I agree here as well, in principle. There is surprisingly little
open documentation available about CAP_LEASE, so someone might need
to check that up, but I would classify this similar to the CAP_CHOWN
case and continue to keep CAP_FOWNER out of it, as it presently is.
> > I'd suggest converting the obvious cases with new helper and taking the
> > rest one-by-one after that. Some of those might want CAP_FOWNER added,
> > some not...
>
> There aren't too many negative results, here's a little audit:
>
> fs/attr.c:32:
> fs/attr.c:38:
>
> -> Both are from inode_change_ok(). [ for chown(2) and chgrp(2) ]
> -> CAP_FOWNER is not checked for either case, I think it should be.
> -> CAP_CHOWN is anyway checked for explicitly later in that condition.
So this one was not converted.
> fs/namei.c:186: if (current->fsuid == inode->i_uid)
>
> -> generic_permission().
> -> I wonder if CAP_FOWNER processes should ever even be calling into
> this function in the first place (?)
> -> So best to keep CAP_FOWNER out of this condition (?)
>
> fs/namei.c:438: if (current->fsuid == inode->i_uid)
>
> -> exec_permission_lite().
> -> This is a clone function of the previous one, so again CAP_FOWNER
> out of this (?)
Neither these. Seeing from capabilities(7) man page:
CAP_FOWNER
Bypass permission checks on operations that normally require
the file system UID of the process to match the UID of the file
(e.g., chmod(2), utime(2)), excluding those operations covered
by the CAP_DAC_OVERRIDE and CAP_DAC_READ_SEARCH; [...]
I think generic_permission() and exec_permission_lite() are precisely
the "operations covered by CAP_DAC_OVERRIDE and CAP_DAC_READ_SEARCH"
being mentioned here. So no modification here either.
> fs/reiserfs/ioctl.c:54:
> fs/xattr.c:63:
> -> False positives, CAP_FOWNER checked on line below.
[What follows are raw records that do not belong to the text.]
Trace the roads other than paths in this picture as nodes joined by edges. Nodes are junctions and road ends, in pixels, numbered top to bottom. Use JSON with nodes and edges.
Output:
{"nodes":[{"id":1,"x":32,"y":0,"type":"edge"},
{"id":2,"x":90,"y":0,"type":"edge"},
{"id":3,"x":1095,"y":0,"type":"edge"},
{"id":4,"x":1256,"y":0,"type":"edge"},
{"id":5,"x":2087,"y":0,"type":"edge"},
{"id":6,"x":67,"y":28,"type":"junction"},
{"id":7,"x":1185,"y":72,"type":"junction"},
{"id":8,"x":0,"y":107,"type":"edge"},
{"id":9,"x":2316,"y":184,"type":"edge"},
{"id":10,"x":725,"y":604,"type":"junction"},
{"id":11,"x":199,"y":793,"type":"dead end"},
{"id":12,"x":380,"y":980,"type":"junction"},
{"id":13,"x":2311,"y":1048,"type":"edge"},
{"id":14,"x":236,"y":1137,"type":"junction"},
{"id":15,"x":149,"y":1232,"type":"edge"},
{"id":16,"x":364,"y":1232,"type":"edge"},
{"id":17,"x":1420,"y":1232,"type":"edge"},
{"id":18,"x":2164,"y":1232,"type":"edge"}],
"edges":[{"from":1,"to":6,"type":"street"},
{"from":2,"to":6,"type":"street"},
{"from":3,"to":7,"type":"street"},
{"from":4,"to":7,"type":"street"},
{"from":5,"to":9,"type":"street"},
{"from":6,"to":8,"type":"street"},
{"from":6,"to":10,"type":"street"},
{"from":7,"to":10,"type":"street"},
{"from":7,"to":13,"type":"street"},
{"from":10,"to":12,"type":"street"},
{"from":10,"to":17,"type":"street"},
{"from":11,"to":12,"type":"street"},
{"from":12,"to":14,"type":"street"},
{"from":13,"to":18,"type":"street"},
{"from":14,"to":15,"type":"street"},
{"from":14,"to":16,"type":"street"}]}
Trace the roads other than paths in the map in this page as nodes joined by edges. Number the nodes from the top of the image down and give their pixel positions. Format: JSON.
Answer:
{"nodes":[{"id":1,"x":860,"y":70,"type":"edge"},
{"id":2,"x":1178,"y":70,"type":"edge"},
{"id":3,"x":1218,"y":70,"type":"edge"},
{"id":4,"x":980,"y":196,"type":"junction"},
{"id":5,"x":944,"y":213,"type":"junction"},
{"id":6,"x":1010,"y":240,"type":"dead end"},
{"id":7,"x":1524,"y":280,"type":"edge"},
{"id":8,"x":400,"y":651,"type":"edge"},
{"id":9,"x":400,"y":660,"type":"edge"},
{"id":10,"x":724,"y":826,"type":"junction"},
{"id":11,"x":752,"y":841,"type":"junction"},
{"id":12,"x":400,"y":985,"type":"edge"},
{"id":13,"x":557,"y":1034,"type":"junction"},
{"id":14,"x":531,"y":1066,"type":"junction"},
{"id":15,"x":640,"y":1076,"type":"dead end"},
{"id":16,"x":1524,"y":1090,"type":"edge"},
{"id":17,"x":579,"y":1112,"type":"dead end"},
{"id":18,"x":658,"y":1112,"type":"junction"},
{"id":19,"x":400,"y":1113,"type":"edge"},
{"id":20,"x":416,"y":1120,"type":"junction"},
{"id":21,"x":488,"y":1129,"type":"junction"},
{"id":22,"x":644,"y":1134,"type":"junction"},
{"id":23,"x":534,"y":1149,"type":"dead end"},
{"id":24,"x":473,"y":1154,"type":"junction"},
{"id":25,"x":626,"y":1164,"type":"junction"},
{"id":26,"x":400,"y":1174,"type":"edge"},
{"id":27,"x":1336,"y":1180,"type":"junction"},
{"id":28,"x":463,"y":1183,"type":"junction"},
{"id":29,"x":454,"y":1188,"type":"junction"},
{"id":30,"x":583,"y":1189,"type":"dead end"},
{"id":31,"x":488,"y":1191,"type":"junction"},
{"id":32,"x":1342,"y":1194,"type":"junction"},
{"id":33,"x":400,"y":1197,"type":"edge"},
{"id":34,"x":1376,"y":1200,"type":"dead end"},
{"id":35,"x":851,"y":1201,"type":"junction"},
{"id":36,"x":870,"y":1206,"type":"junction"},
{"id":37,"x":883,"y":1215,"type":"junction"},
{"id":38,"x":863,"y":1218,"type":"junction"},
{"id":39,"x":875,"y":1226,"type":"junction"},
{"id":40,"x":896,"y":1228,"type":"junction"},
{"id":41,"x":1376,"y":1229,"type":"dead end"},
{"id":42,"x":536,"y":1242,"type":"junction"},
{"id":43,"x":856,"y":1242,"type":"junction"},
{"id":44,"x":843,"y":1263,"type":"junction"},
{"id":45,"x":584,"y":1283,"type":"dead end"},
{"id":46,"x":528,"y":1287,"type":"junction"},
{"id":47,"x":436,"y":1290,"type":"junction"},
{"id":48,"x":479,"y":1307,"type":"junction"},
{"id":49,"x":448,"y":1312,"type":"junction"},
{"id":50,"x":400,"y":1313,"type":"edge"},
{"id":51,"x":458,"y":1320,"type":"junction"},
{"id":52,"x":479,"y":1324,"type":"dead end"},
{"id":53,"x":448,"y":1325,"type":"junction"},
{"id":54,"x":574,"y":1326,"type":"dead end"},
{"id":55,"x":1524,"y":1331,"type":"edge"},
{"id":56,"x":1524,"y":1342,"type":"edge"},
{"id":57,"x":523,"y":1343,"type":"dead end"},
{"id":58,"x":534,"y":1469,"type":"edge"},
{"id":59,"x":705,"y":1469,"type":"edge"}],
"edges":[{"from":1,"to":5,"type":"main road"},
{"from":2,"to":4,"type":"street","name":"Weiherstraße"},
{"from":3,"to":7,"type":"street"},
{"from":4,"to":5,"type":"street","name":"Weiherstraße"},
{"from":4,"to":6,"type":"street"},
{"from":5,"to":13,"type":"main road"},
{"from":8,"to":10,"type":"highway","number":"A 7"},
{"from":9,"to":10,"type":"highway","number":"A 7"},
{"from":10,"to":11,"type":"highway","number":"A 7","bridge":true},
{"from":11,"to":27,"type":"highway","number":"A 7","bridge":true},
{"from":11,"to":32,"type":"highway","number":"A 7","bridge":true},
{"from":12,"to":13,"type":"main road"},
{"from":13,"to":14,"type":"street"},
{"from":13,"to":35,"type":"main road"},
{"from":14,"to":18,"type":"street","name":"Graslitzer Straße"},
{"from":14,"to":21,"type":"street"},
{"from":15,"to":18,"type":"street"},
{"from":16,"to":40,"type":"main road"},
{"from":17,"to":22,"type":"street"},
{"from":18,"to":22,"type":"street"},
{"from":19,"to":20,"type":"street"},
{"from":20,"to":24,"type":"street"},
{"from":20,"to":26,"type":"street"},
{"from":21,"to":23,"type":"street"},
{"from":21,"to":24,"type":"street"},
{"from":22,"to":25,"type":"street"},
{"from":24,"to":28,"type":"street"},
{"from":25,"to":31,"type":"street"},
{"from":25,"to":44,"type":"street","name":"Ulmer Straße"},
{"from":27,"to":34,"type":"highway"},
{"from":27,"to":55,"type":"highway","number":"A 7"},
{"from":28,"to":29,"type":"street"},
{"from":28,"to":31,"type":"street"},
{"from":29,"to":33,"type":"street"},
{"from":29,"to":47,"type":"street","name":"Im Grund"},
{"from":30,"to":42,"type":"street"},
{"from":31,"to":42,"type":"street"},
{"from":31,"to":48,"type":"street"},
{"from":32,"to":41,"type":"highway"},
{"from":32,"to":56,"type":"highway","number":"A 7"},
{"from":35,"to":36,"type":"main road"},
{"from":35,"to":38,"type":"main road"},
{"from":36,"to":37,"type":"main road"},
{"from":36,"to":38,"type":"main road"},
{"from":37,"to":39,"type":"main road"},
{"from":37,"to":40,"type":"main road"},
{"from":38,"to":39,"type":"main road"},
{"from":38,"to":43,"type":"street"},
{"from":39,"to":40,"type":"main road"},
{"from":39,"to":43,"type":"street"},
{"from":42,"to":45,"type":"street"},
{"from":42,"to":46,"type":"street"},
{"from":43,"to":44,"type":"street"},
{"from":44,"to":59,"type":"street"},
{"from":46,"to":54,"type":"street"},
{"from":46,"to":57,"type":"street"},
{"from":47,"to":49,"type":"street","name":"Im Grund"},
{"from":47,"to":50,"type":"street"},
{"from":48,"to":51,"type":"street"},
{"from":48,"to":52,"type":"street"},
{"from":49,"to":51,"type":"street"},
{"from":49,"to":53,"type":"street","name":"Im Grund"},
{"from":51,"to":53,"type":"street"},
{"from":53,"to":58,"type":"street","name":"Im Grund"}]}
> -> Helper would help for both cases.
Another thing: I relaxed the grep regexp there a bit and caught a couple
more users in XFS. After some trying-to-audit the 5000-line files
containing 1000-line functions using non-standard inode structures and
weird macros, I can vouch that the the ownership / permission checks
there are just fine :-)
So, to summarize: the do_utimes() change was the only problematic point
in the kernel. All other points that _exclude_ a capable(CAP_FOWNER) check
do so for good reasons.
> Anwyay, so I'm thinking of adding:
>
> struct inode;
>
> int is_not_owner(struct inode *)
> {
> return ((current->fsuid != inode->i_uid) && !capable(CAP_FOWNER));
> }
>
> to linux/capability.h inside the __KERNEL__ #ifdef, asm/current.h is
> included in there already.
On second thoughts, I decided it was much more tasteful to keep this
function in include/linux/fs.h. This also meant we have a macro now,
and not an inline function (sadly) because of header file issues that
caused build breakage. I could've avoided the breakage by #include'ing
sched.h from fs.h, but decided against it. (Probably explains why
get_fs_excl() and friends are also macros and not inline functions in
that file.)
Also, named it "is_owner_or_cap(inode)". Patch follows next.